STREGAsGate · May 10, 2021, 4:21am

I kept both implementations and switch between them with a swiftSetting when running the XCTest using Xcode, and swift test -Xswitc -O, both were similar.

this is the actual XCTest implementation

STREGAsGate:

func testMultiplicationPerformance() {
    let m1 = Transform3<Float>(position: Position3(128, 128, 128),
                               rotation: Quaternion(Degrees(128), axis: .up),
                               scale: .one).createMatrix()
    let m2 = Transform3<Float>(position: Position3(0, 1, 2),
                               rotation: Quaternion(Degrees(90), axis: .up),
                               scale: Size3(-100, -15, -1)).createMatrix()
    let m3 = Transform3<Float>(position: Position3(-128, -128, -128),
                               rotation: Quaternion(Degrees(-65), axis: .up),
                               scale: Size3(100, 15, 1)).createMatrix()

    func doMath() {
        var mtx: Matrix4x4<Float> = .identity
        mtx *= m1 * m2 * m3
        mtx *= m1 * m2 * m3
        mtx *= m1 * m2 * m3
        mtx *= m1 * m2 * m3
        func more() -> Matrix4x4<Float> {
            return m1 * m2 * m3
        }
        for _ in 1 ..< 5000 {
            mtx *= more()
            mtx *= more()
        }
        for _ in 1 ..< 5000 {
            mtx *= more()
        }
    }
    measure {
        doMath()
    }
}

chipxsd · May 12, 2021, 2:06am

I'd recommend you use XCode instruments for this one, or if you have any other CPU profiling tools laying around. I've very little experience with SIMD instructions, but if Apple implemented this correctly (assuming you're using the Accelerate framework), it should definitely be faster than a compiled version.

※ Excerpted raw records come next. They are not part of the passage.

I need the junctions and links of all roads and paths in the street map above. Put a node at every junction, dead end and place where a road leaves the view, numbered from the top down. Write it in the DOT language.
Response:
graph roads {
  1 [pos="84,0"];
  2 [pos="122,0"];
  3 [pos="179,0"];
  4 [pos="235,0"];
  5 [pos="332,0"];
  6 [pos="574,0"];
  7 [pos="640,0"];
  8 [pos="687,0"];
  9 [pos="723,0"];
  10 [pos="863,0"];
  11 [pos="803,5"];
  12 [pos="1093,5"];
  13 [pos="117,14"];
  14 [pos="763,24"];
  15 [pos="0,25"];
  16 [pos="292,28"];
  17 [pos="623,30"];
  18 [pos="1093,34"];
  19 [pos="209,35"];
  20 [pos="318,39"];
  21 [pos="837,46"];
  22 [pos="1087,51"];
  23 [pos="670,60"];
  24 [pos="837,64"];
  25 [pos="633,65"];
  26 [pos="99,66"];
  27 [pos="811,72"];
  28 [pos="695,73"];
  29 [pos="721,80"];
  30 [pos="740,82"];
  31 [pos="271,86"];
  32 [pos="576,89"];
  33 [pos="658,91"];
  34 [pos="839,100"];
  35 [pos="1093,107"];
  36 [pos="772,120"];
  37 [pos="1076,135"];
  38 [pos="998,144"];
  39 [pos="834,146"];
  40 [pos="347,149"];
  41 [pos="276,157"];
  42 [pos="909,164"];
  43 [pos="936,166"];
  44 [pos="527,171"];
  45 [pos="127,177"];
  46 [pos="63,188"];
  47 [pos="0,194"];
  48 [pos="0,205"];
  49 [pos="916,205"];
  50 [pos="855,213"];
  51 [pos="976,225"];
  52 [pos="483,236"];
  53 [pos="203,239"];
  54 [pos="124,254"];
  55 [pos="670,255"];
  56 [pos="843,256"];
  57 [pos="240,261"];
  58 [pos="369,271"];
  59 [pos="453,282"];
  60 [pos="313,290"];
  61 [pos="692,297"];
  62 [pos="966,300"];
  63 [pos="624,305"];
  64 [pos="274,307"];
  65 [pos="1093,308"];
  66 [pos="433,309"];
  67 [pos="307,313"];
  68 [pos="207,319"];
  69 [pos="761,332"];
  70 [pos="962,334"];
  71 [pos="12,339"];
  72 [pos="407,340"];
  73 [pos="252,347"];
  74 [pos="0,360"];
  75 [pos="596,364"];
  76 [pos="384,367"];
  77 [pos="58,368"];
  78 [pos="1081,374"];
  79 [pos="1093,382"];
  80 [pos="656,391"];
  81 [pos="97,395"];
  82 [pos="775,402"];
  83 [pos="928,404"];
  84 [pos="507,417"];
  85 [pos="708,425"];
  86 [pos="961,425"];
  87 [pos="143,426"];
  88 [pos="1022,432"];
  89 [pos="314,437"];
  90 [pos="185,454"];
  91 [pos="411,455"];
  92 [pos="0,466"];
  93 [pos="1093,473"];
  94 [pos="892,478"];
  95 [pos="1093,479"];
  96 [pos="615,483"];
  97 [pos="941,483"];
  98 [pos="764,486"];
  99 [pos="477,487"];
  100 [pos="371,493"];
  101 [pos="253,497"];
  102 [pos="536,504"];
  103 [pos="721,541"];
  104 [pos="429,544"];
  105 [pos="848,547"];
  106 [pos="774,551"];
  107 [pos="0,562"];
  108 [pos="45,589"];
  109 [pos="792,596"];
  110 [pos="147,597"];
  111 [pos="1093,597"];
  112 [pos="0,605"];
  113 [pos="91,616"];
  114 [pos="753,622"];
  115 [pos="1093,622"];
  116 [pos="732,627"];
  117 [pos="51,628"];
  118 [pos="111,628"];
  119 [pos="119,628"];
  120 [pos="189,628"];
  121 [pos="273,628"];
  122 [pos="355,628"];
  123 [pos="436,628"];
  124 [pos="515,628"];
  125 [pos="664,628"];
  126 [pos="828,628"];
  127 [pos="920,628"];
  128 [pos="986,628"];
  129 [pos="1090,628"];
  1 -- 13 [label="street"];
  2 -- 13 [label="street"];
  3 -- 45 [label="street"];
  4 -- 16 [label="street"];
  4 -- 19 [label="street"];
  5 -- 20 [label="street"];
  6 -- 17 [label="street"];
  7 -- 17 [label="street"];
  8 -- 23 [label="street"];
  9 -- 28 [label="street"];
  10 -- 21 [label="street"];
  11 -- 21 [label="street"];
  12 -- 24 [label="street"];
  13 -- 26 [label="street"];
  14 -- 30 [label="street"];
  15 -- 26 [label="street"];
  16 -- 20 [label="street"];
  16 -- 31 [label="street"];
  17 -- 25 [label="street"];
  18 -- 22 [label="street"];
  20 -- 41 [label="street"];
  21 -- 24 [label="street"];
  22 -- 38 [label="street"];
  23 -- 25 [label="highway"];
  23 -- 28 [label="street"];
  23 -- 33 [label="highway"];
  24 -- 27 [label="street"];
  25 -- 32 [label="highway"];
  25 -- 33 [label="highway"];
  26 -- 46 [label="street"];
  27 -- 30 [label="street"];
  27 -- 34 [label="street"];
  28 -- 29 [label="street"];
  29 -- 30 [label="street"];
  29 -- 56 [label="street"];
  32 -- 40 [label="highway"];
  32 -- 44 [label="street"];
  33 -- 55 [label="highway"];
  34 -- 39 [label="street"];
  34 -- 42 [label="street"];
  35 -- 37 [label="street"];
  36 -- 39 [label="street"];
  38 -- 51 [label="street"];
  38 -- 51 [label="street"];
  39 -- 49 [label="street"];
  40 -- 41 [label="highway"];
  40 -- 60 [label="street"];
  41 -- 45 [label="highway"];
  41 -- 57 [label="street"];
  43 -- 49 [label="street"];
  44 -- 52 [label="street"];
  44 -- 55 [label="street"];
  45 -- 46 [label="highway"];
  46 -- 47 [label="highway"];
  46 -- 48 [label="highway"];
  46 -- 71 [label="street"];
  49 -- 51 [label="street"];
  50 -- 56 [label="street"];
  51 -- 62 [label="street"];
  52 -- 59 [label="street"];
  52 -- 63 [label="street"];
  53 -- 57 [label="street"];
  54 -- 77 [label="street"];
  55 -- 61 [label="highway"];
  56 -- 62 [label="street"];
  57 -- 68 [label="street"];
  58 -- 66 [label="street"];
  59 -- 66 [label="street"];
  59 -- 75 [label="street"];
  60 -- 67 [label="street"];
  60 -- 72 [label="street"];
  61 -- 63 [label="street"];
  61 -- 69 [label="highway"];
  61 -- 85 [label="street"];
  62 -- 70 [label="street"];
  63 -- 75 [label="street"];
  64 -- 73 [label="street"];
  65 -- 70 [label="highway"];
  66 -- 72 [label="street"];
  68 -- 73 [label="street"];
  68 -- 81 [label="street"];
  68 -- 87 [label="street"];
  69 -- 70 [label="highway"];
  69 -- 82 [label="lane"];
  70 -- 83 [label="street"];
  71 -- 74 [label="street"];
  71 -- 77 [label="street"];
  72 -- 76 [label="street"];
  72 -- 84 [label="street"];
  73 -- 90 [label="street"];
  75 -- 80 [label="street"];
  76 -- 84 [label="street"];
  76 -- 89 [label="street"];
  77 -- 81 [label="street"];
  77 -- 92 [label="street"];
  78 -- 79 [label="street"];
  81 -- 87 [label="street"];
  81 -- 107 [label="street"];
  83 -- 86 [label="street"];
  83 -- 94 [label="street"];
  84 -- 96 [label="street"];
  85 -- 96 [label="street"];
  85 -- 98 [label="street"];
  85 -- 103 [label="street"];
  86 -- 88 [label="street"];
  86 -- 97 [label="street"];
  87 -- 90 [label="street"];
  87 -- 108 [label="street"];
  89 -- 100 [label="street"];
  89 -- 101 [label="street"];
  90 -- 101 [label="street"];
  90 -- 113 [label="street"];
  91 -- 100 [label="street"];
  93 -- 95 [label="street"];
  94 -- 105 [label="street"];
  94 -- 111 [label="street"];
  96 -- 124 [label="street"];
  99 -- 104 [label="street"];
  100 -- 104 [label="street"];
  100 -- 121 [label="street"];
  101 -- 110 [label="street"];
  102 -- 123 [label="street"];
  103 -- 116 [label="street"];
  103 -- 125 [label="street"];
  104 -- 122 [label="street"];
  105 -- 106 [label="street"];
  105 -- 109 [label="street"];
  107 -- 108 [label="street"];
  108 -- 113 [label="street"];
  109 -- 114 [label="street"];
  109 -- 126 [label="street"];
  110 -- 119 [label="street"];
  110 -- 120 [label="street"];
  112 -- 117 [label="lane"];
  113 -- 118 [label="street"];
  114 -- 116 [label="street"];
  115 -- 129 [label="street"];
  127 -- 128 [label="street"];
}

What I'm worried is happening is that the instruction pipeline is getting stalled due to wrong implementation in Accelerate, but if that's truly the case then a bunch of other apps would also noticeably suffer.

Which CPU and platform are you running this on?

— edit:

Never mind, just re-read your first post and saw you mentioned MacOS on x86_64. It's been a while since I had to profile anything that low-level, but it'd be interesting to see how many cycles CPU spends on each of those two routines, so maybe try running this through Instruments -> Counters, once in Instruments go to Recording Options and sample the events (Cycles and also add CYCLES_ACTIVITY.STALLS_TOTAL) and hit record. You can run the two functions sequentially and you'll see the cycles spent on each in the call tree.

STREGAsGate · May 17, 2021, 9:18pm

Thanks for the suggestions! Those would all help a great deal doing performance stuff.

My question was actually specifically about @_transparent though, not just performance.
For anyone that comes across this thread later: @_transparent is a compiler hint that isn't meant for use by non-core packages. There's some documentation here but it's rather abstract. Because it's not meant meant for common use as part of the language its effects could change from Swift release to Swift release.

I'm just exploring using it to see if the benefits are worth the restrictions to the package in the future. I ran into the example in the question and it was an unreasonable result that doesn't seem possible.

I'll have to learn some assembly to figure it out. I was hoping someone might just have a reasonable explanation but I'll figure it out. It's too radical a difference to just blindly use in case it regresses in a future Swift release.